Tlakula was born on 18 December 1957. She studied law at the University of the Witwatersrand before completing her master's in law at Harvard.

==African Commission on Human and Peoples’ Rights==
Tlakula was appointed in 2005 as member of the African Commission on Human and Peoples’ Rights (ACmHPR). She served the ACmHPR for 12 years, until November 2017. She held the mandates of Special Rapporteur on Freedom of Expression and Access to Information, Chairperson of the Working Group no Specific Issues related to the work of the African Commission, and, between 2015 and 2017, she served as Chairperson of the ACmHPR.

==Controversy==
From 2013 to 2014, Pansy Tlakula, while Chairperson of the Electoral Commission of South Africa, was involved in a protracted controversy about her role in the 2009 procurement of the Commission's national offices in Centurion. In 2013, the Public Protector, Thuli Madonsela, found that Tlakula had been guilty of maladministration, had violated procurement regulations, and had failed to disclose a conflict of interest arising from her relationship with Thaba Mufamadi, who was a part-owner of Abland with ANC MP Thaba Mufamadi, the property developer behind the R320-million lease. Beyond the undisclosed conflict of interest, the investigation further found that Tlakula was highly involved in the initiation, evaluation and adjudication of the bids for the procurement of the building, in contravention of a number of statutes. Public Protector Thuli Madonsela in her official report stated that Tlakula's in the procurement decision was "grossly irregular" including her decision to overturn the procurement committee's decision to redirect the contract to her undisclosed business partner.
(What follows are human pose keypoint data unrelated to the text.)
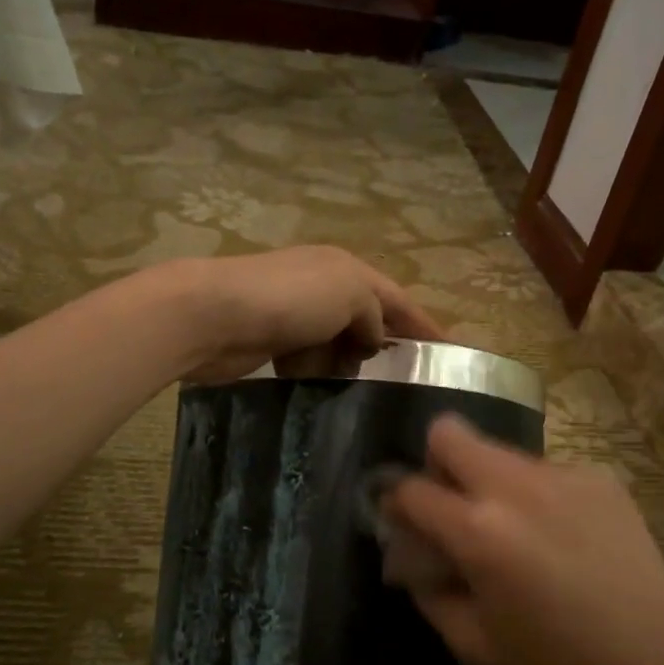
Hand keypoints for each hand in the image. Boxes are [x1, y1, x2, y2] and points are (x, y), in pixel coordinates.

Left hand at [161, 247, 443, 384]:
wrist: (214, 315)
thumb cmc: (290, 298)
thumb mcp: (350, 293)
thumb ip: (374, 313)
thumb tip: (374, 338)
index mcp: (345, 268)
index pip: (396, 299)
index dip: (424, 325)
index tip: (449, 354)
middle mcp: (321, 286)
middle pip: (365, 321)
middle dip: (382, 350)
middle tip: (403, 388)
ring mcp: (293, 314)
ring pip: (335, 345)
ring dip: (346, 366)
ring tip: (361, 396)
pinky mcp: (269, 341)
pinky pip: (306, 360)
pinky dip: (314, 373)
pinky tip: (319, 390)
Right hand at [384, 415, 663, 664]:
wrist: (657, 655)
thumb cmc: (557, 659)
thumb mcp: (475, 641)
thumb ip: (429, 591)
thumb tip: (410, 558)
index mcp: (478, 530)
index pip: (411, 488)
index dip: (397, 502)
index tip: (405, 519)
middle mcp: (513, 486)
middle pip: (449, 432)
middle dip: (437, 461)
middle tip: (455, 503)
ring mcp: (559, 474)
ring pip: (499, 452)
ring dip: (490, 481)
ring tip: (518, 528)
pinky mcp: (596, 474)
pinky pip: (545, 471)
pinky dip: (537, 494)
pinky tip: (562, 534)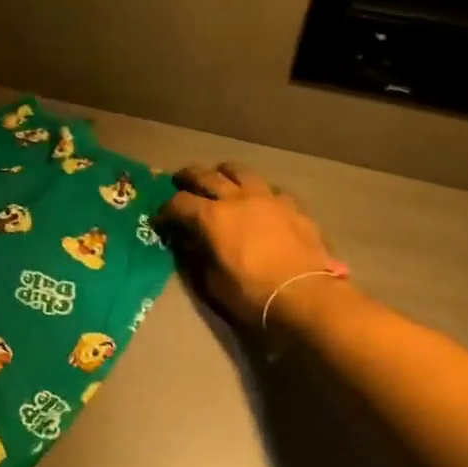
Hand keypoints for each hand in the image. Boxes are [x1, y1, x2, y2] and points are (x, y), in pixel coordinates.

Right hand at [158, 162, 343, 329]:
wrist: (306, 295)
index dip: (166, 210)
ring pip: (240, 171)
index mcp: (212, 217)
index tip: (161, 219)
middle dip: (188, 177)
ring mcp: (267, 197)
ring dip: (223, 172)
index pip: (179, 203)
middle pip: (206, 176)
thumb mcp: (213, 282)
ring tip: (219, 175)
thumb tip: (189, 243)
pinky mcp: (292, 205)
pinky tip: (258, 198)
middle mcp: (236, 198)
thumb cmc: (253, 294)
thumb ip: (197, 257)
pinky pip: (269, 187)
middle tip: (179, 180)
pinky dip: (256, 189)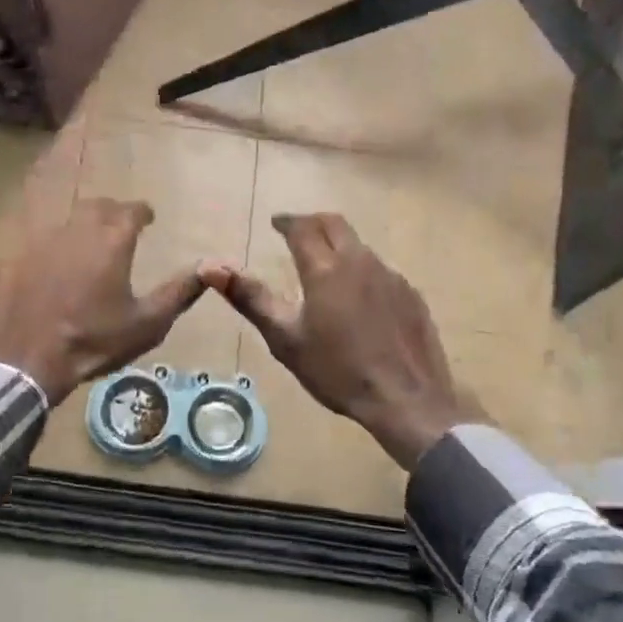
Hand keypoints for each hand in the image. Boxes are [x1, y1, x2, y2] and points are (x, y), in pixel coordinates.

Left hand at [0, 199, 205, 405]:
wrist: (26, 358)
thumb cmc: (93, 340)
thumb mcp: (147, 323)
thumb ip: (179, 292)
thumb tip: (210, 267)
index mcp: (112, 241)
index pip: (131, 210)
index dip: (142, 212)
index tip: (149, 218)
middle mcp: (78, 231)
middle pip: (98, 207)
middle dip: (113, 212)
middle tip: (122, 225)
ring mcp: (43, 242)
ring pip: (69, 220)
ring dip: (84, 225)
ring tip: (92, 243)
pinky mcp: (18, 258)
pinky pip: (43, 240)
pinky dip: (58, 245)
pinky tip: (59, 264)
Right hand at [203, 213, 480, 470]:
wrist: (406, 399)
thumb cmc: (337, 371)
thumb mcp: (285, 339)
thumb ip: (251, 299)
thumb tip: (211, 268)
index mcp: (325, 269)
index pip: (302, 228)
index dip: (286, 222)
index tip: (276, 223)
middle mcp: (359, 262)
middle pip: (335, 225)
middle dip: (313, 222)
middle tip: (297, 232)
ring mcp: (390, 277)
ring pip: (359, 247)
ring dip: (338, 246)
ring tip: (325, 265)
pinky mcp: (411, 295)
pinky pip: (381, 271)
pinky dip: (361, 271)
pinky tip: (358, 297)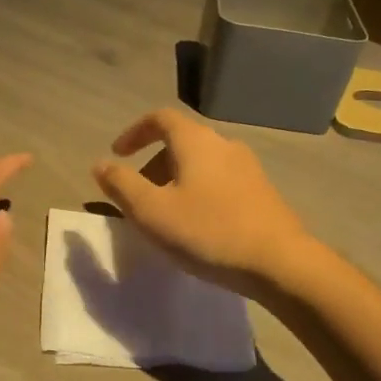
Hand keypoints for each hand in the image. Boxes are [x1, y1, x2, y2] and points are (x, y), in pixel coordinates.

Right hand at [93, 110, 312, 296]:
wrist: (279, 262)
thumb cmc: (208, 232)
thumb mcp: (152, 212)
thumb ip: (122, 185)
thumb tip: (100, 165)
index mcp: (196, 141)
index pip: (160, 118)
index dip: (134, 132)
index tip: (117, 155)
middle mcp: (224, 144)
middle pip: (181, 141)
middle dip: (153, 163)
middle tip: (138, 196)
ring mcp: (248, 167)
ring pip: (201, 163)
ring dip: (176, 180)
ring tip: (166, 216)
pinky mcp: (262, 191)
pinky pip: (220, 181)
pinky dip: (198, 192)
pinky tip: (198, 226)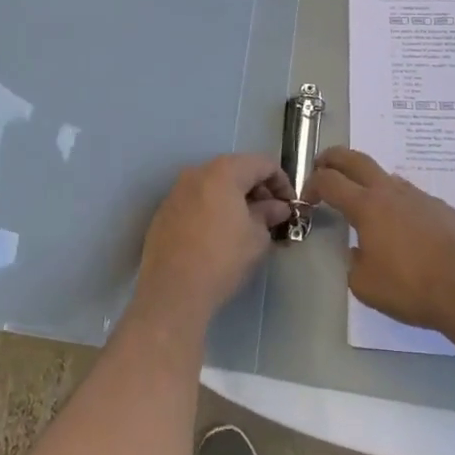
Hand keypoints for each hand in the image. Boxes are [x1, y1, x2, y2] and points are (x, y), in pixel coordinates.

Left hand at [133, 154, 293, 328]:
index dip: (282, 182)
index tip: (290, 206)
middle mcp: (197, 172)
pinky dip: (213, 209)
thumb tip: (277, 207)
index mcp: (224, 171)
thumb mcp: (257, 238)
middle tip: (271, 217)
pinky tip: (219, 235)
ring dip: (235, 200)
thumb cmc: (222, 259)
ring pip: (214, 186)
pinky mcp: (164, 211)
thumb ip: (269, 215)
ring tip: (247, 227)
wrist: (172, 291)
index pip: (262, 163)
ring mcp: (177, 190)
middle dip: (258, 190)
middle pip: (236, 170)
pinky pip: (197, 201)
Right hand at [310, 147, 454, 335]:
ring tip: (368, 206)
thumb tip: (359, 250)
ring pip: (389, 179)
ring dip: (371, 184)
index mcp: (367, 206)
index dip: (313, 184)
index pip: (330, 181)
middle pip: (357, 160)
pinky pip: (416, 201)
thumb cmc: (412, 288)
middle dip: (335, 158)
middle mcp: (392, 192)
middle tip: (323, 164)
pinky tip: (410, 235)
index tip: (308, 197)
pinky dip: (403, 208)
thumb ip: (354, 262)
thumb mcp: (365, 285)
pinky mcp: (446, 210)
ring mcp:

A subsequent report commissioned by the National Treasury made similar findings indicating that the procurement process was not fair, transparent, or cost-effective. The report found numerous procurement irregularities in which procurement criteria were changed in the bid evaluation process to favor Abland, part-owned by Tlakula's business partner. Shortly before the 2014 elections in May, five political parties – the United Democratic Movement, African Christian Democratic Party, Congress of the People, AgangSA and the Economic Freedom Fighters – launched an application at the Electoral Court to have Tlakula removed from her post. Though the matter was postponed until after the elections, on 18 June the court found against Tlakula, recommending her removal on the basis that her misconduct had undermined the Commission's integrity. In August, the Constitutional Court dismissed her application to appeal the judgement. In terms of the Electoral Commission Act, the judgement represented the first step towards Tlakula's removal from office, and would have been followed by parliamentary committee hearings ahead of a vote by the National Assembly on her removal. However, on 2 September 2014, and while continuing to deny any wrongdoing, Tlakula resigned from the Commission after mounting pressure. This followed the earlier resignation of the Commission's head of corporate services, Norman du Plessis, who was likewise found guilty of misconduct at the direction of Tlakula in the Public Protector's investigation.